Atomic Theory, like all draw-and-meld cards, gets a high ranking, and the blue splay is just the icing on the cake. It is slightly buoyed by the fact that both of the blue 7′s are good, so even if you overmeld it it’s not the end of the world.
Machine Tools is about as humdrum and boring of a scorer as you can get, but assuming you have at least a 5 in your score pile, it is a reliable way to get another achievement every turn. If the early-game scorer can find this, it is often game over. It goes without saying that it combos extremely well with the score-behind-your-age scorers like Evolution and Democracy.
Canning, like Coal and Steam Engine before it, is a strong scorer (depending of course on your board). It is a bit more cannibalistic than the others, and so it requires a little more finesse — it’s hard to tech up with, since you might score away your high age cards.
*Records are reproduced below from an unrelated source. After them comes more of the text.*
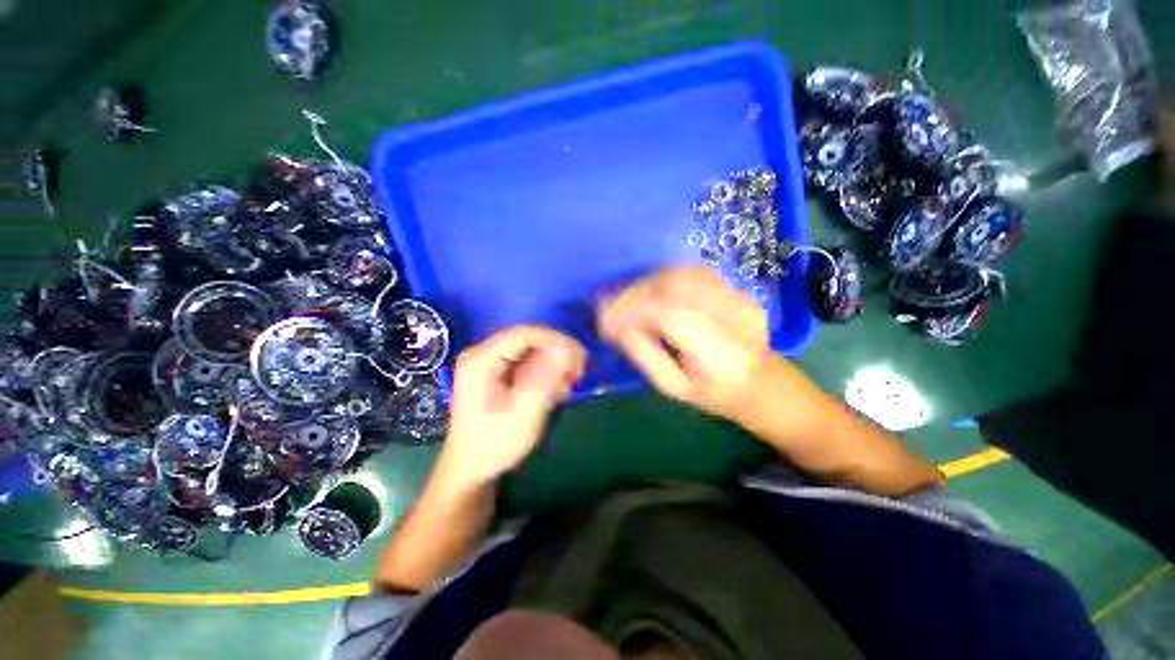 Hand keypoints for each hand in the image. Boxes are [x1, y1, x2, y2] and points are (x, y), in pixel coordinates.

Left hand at [440, 325, 586, 485]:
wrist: (471, 470)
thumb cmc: (494, 445)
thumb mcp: (524, 415)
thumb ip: (545, 379)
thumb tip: (566, 350)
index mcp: (481, 360)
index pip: (523, 334)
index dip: (554, 340)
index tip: (578, 358)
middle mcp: (483, 354)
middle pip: (528, 339)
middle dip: (557, 353)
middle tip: (578, 373)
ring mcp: (490, 362)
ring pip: (532, 349)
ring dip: (554, 364)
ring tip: (568, 386)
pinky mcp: (499, 372)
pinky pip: (528, 362)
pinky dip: (547, 372)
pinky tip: (557, 390)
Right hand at [598, 267, 771, 421]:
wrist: (762, 382)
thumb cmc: (713, 393)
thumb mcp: (672, 386)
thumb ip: (643, 353)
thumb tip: (615, 324)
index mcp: (719, 355)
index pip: (670, 316)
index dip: (632, 311)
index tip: (604, 320)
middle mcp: (733, 318)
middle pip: (675, 286)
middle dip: (634, 293)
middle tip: (611, 307)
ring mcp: (739, 298)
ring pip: (682, 273)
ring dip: (647, 282)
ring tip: (627, 299)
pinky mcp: (737, 287)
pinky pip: (693, 270)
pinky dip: (664, 276)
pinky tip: (651, 289)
It is a good way to reshape your board if something undesirable was melded onto it.
Mid Tier
Emancipation
Metric System
Democracy
Emancipation doesn’t work well against large hands, but cuan be punishing against small hands. It scales as the game goes on, and if your opponent only has one card in hand, it is always better to leave them with a random card while boosting your score pile. Its factories are also key to help Industrialization.
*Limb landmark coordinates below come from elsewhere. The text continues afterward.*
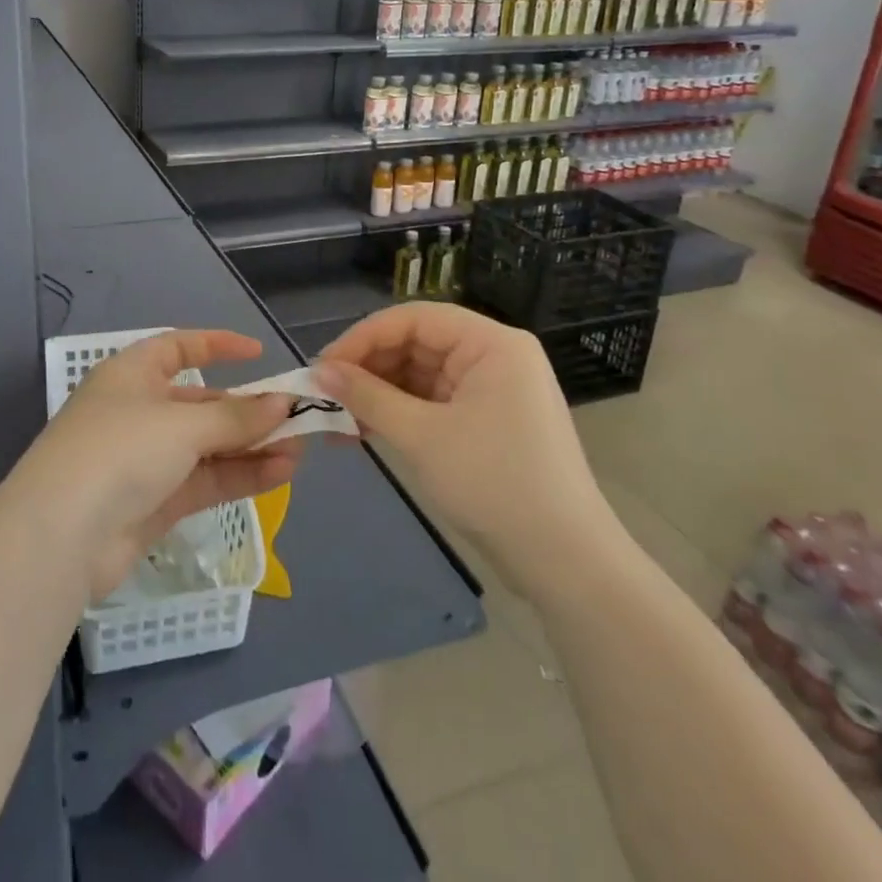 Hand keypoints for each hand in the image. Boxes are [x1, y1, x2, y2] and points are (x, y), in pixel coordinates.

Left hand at [10, 331, 299, 601]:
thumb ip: (236, 417)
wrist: (60, 537)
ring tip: (300, 451)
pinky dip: (240, 475)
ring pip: (208, 445)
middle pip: (201, 403)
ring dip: (252, 447)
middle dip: (247, 410)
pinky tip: (281, 474)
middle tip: (296, 418)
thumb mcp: (181, 424)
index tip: (259, 354)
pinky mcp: (155, 503)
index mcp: (132, 375)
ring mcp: (146, 459)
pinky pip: (205, 480)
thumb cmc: (119, 451)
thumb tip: (283, 404)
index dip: (217, 346)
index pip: (178, 348)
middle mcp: (139, 411)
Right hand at [316, 303, 615, 597]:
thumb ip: (366, 397)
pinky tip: (363, 433)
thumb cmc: (494, 484)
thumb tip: (317, 371)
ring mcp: (491, 391)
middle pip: (416, 345)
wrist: (564, 563)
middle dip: (368, 370)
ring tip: (337, 422)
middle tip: (325, 396)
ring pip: (419, 376)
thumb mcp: (421, 436)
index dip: (363, 337)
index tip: (323, 367)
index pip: (414, 318)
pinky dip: (398, 415)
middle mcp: (493, 357)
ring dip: (377, 396)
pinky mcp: (485, 422)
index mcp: (491, 344)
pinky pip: (431, 403)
Metric System is somewhat outclassed by Measurement before it, but it is still , and key to securing Wonder or assisting Industrialization. It is very useful to share to your opponent when he only has one green card, or has his green splayed up.
Democracy is one of the rare lightbulb scorers, and in a multiplayer game can be useful if shared at the right time. But losing a card to score an 8 doesn’t scale into the endgame, and it gets outclassed by more powerful scorers around this time anyway.
Low Tier
It’s like Translation, but even worse. If you’re melding your highest cards from your score pile, you probably would have just rather melded them all. It’s conceivably useful if you somehow found a single very desirable high-age card in your score pile, but I honestly don’t think I’ve ever run into such a situation. Maybe Satellites.